The majority of food allergen recalls are caused by preventable labeling errors, according to a recent analysis of recall data for U.S. Food and Drug Administration (FDA)–regulated products. Additionally, milk remains the top major food allergen implicated in major food allergen recalls.
The study included recall data for fiscal years 2013–2019, during which time there were 1,471 food allergen and gluten recalls. The data was collected from FDA’s Recall Enterprise System (RES). Every recall recorded in RES requires a health hazard evaluation (HHE) and recall classification (Classes I, II, and III) to indicate the relative degree of health hazard presented by the product being recalled. Class I recalls involve a product that poses reasonable probability of serious adverse health consequences or death; Class II recalls pose a remote probability of serious or temporary adverse health consequences; and Class III recalls are not likely to cause adverse health consequences.
Of the 1,471 total recalls, 1,415 recalls were due to major food allergens, 34 recalls were due to gluten-free labeling violations, and 23 recalls involved other allergens. In general, recalls due to major food allergens increased during the study period, with a peak incidence rate in fiscal year 2017.
Major food allergen recalls were classified as 51.2 percent Class I, 45.5 percent Class II, and 3.3 percent Class III. A majority of the recalls involved one allergen (78.8 percent). Milk was the most common major food allergen involved in major food allergen recalls (37.5 percent), followed by soy (22.5 percent) and tree nuts (21.6 percent). Almond, anchovy, and shrimp were the most common allergens recalled within the major food allergen groups of tree nuts, fish, and crustacean shellfish, respectively.

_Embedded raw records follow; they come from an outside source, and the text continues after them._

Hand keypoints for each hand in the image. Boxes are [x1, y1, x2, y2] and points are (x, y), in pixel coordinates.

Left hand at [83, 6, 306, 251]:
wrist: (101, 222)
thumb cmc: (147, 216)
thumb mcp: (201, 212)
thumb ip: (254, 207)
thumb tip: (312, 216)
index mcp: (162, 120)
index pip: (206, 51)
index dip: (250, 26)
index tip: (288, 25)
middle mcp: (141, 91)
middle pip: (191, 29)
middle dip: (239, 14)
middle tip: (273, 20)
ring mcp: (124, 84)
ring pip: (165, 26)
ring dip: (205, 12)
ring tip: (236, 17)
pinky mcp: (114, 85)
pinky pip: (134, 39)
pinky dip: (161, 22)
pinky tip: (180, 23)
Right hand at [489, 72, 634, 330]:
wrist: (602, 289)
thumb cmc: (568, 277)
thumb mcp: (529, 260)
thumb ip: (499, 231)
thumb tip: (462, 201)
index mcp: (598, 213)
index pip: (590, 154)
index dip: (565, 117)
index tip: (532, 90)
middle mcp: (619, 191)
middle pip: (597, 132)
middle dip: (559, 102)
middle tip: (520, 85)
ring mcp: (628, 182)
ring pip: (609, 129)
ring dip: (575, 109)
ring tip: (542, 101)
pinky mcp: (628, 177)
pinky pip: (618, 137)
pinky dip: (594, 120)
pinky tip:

About 97 percent of major food allergen recalls involved one product category. Bakery items were the most commonly implicated food category in recalls (31.5 percent), followed by snack foods (12.1 percent), candy (10 percent), dressing (8 percent) and dairy (7.9 percent). Labeling-associated errors accounted for 71.1 percent of the 914 major food allergen recalls with known root causes. Another 23.4 percent of the recalls with known root causes were caused by cross-contamination.
The 2015 “Current Good Manufacturing Practice, Hazard Analysis, and Risk-Based Preventive Controls for Human Food” rule (21 Code of Federal Regulations (CFR) Part 117) defines preventive allergen controls including labeling requirements. In comparison to 21 CFR 117, 76.8 percent of major food allergen recalls with a known root cause were likely due to inadequate label controls, the study found. Specifically, of the 893 recalls with labeling-related root causes, adequate label content controls could have prevented 63.5 percent of recalls, while adequate label management controls could have prevented the other 36.5 percent of recalls. The findings suggest that food manufacturers should pay close attention to ensure adequate allergen label controls are in place to protect public safety and prevent food allergen recalls.